Fig. 7. Interaction between E2F2 and B-Myb.

a Colocalization of B-Myb and E2F2 protein expression in cell nuclei. HCT116 cells were co-transfected with LV203-B-Myb-Flag and pcDNA3.0-E2F2 expression vector. Forty-eight hours after the transfection, cells were fixed and stained with anti-B-Myb antibody (green) and anti-E2F2 antibody (red). Scale bar 5 μm. b Proximity ligation assays (PLAs) of B-Myb with E2F2 in HCT116 and RKO cells. Red spots are regions of signal amplification. Nuclear stain (Hoechst) is blue. Incubation with either B-Myb or E2F2 antibody alone was used as a control.

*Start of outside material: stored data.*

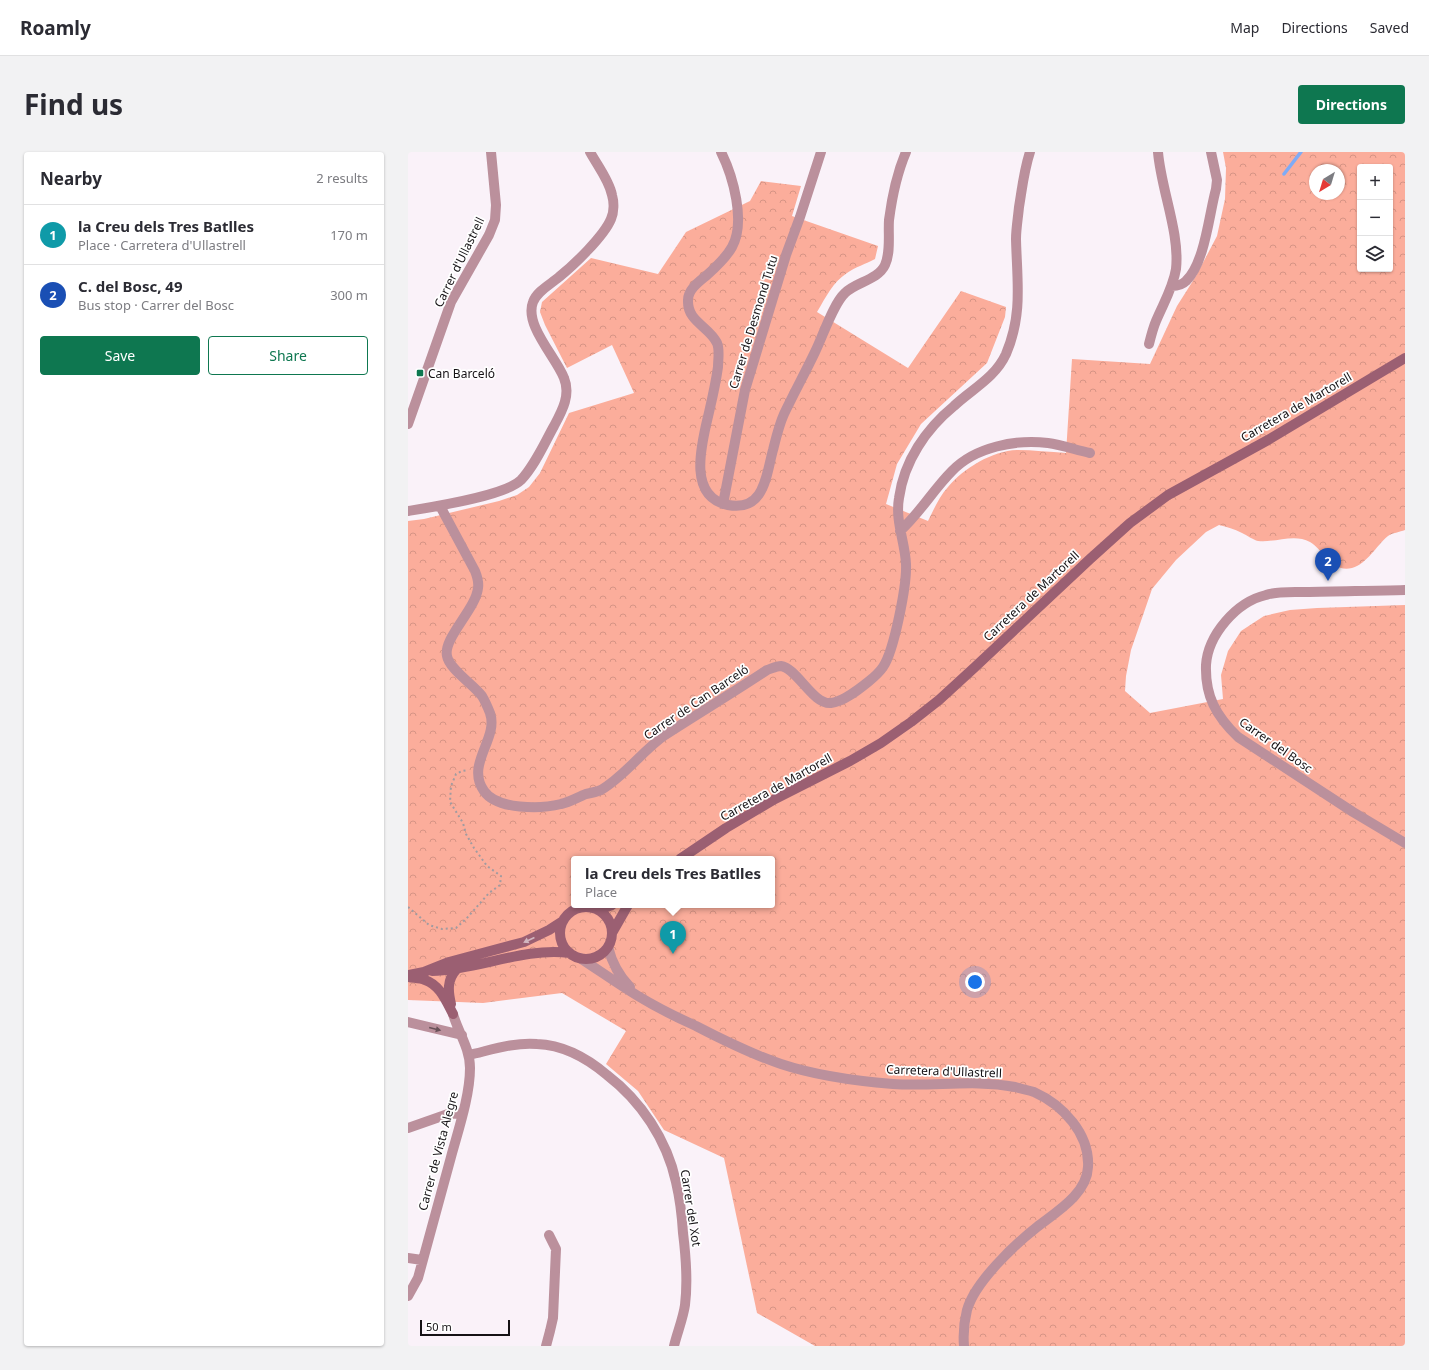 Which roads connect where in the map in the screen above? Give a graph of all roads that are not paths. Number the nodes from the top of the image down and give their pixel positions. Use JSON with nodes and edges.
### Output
{"nodes":[{"id":1,"x":491,"y":152,"type":"edge"},
{"id":2,"x":590,"y":152,"type":"edge"},
{"id":3,"x":721,"y":152,"type":"edge"},
{"id":4,"x":821,"y":152,"type":"edge"},
{"id":5,"x":906,"y":152,"type":"edge"},
{"id":6,"x":1030,"y":152,"type":"edge"},
{"id":7,"x":1158,"y":152,"type":"edge"},
{"id":8,"x":1211,"y":152,"type":"edge"},
{"id":9,"x":1172,"y":286,"type":"junction"},
{"id":10,"x":1149,"y":344,"type":"dead end"},
{"id":11,"x":1405,"y":358,"type":"edge"},
{"id":12,"x":408,"y":424,"type":"edge"},
{"id":13,"x":1090,"y":453,"type":"dead end"},
{"id":14,"x":723,"y":504,"type":"junction"},
{"id":15,"x":440,"y":506,"type":"junction"},
{"id":16,"x":408,"y":511,"type":"edge"},
{"id":17,"x":900,"y":531,"type":"junction"},
{"id":18,"x":1405,"y":590,"type":"edge"},
{"id":19,"x":1405,"y":843,"type":"edge"},
{"id":20,"x":684,"y":856,"type":"edge"},
{"id":21,"x":579,"y":908,"type":"edge"},
{"id":22,"x":594,"y":908,"type":"edge"},
{"id":23,"x":604,"y":908,"type":"edge"},
{"id":24,"x":626,"y":908,"type":"edge"},
{"id":25,"x":599,"y":910,"type":"junction"},
{"id":26,"x":563,"y":921,"type":"junction"},
{"id":27,"x":612,"y":933,"type":"junction"},
{"id":28,"x":608,"y":947,"type":"junction"},
{"id":29,"x":570,"y":953,"type":"junction"},
{"id":30,"x":580,"y":958,"type":"junction"},
{"id":31,"x":456,"y":970,"type":"junction"},
{"id":32,"x":424,"y":972,"type":"junction"},
{"id":33,"x":408,"y":976,"type":"edge"},
{"id":34,"x":640,"y":998,"type":"junction"},
{"id":35,"x":453,"y":1014,"type":"junction"},
{"id":36,"x":408,"y":1022,"type":"edge"},
{"id":37,"x":462,"y":1035,"type":"junction"},
{"id":38,"x":468,"y":1055,"type":"junction"},
{"id":39,"x":462,"y":1113,"type":"junction"},
{"id":40,"x":408,"y":1128,"type":"edge"},
{"id":41,"x":549,"y":1235,"type":"dead end"},
{"id":42,"x":408,"y":1258,"type":"edge"},
{"id":43,"x":422,"y":1260,"type":"junction"},
{"id":44,"x":408,"y":1296,"type":"edge"},
{"id":45,"x":546,"y":1346,"type":"edge"},
{"id":46,"x":674,"y":1346,"type":"edge"},
{"id":47,"x":964,"y":1346,"type":"edge"}],
"edges":[{"from":1,"to":12,"type":"street","name":"Carrer d'Ullastrell"},
{"from":2,"to":15,"type":"street"},
{"from":3,"to":14,"type":"street"},
{"from":4,"to":14,"type":"street","name":"Carrer de Desmond Tutu"},
{"from":5,"to":14,"type":"street"},
{"from":6,"to":17,"type":"street","name":"Carrer de Can Barceló"},
{"from":7,"to":9,"type":"street"},
{"from":8,"to":9,"type":"street"},
{"from":9,"to":10,"type":"street"},
{"from":11,"to":20,"type":"main road","name":"Carretera de Martorell"},
{"from":13,"to":17,"type":"street"},
{"from":15,"to":16,"type":"street"},
{"from":15,"to":17,"type":"street","name":"Carrer de Can Barceló"},
{"from":18,"to":19,"type":"street","name":"Carrer del Bosc"},
{"from":21,"to":26,"type":"main road"},
{"from":22,"to":25,"type":"main road"},
{"from":23,"to":25,"type":"main road"},
{"from":24,"to":27,"type":"main road"},
{"from":25,"to":27,"type":"main road"},
{"from":26,"to":29,"type":"main road"},
{"from":26,"to":32,"type":"main road","one_way":true},
{"from":27,"to":28,"type":"main road"},
{"from":28,"to":30,"type":"main road"},
{"from":28,"to":34,"type":"street","name":"Carretera d'Ullastrell"},
{"from":29,"to":30,"type":"main road"},
{"from":29,"to":31,"type":"main road"},
{"from":30,"to":34,"type":"street","name":"Carretera d'Ullastrell"},
{"from":31,"to":32,"type":"main road"},
{"from":31,"to":35,"type":"main road"},
{"from":32,"to":33,"type":"main road"},
{"from":33,"to":35,"type":"main road"},
{"from":34,"to":47,"type":"street","name":"Carretera d'Ullastrell"},
{"from":35,"to":37,"type":"street","name":"Carrer de Vista Alegre"},
{"from":36,"to":37,"type":"street","one_way":true},
{"from":37,"to":38,"type":"street","name":"Carrer de Vista Alegre"},
{"from":38,"to":39,"type":"street","name":"Carrer de Vista Alegre"},
{"from":38,"to":46,"type":"street","name":"Carrer del Xot"},
{"from":39,"to":40,"type":"street"},
{"from":39,"to":43,"type":"street","name":"Carrer de Vista Alegre"},
{"from":41,"to":45,"type":"street"},
{"from":42,"to":43,"type":"street"},
{"from":43,"to":44,"type":"street","name":"Carrer de Vista Alegre"}]}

Scale Bars: 10 μm. c Schematic illustration of the B-Myb and E2F2 structure and deletion mutants. DBD DNA-binding domain, AR acidic region/transactivation domain, CR conserved region, Cyc A Cyclin A/CDK2 binding domain, MB marked box, TAD Transactivation domain. d B-Myb associates with E2F2. HCT116 cells were co-transfected with LV203-B-Myb-Flag and pcDNA3.0-E2F2 expression vector (left panel). HEK293 cells were transiently co-transfected with LV105-Flag-B-Myb or pCDH-puro-HA-E2F2 with the indicated deletion mutants. Forty-eight hours after the transfection, whole cell lysates were prepared and subjected to co-immunoprecipatation assay. e Predicted models of B-Myb-E2F2 protein docking. The 3D homologous structures of B-Myb and E2F2 were searched by online HDOCK server, and the three-dimensional homologous docking models for B-Myb and E2F2 interaction were predicted.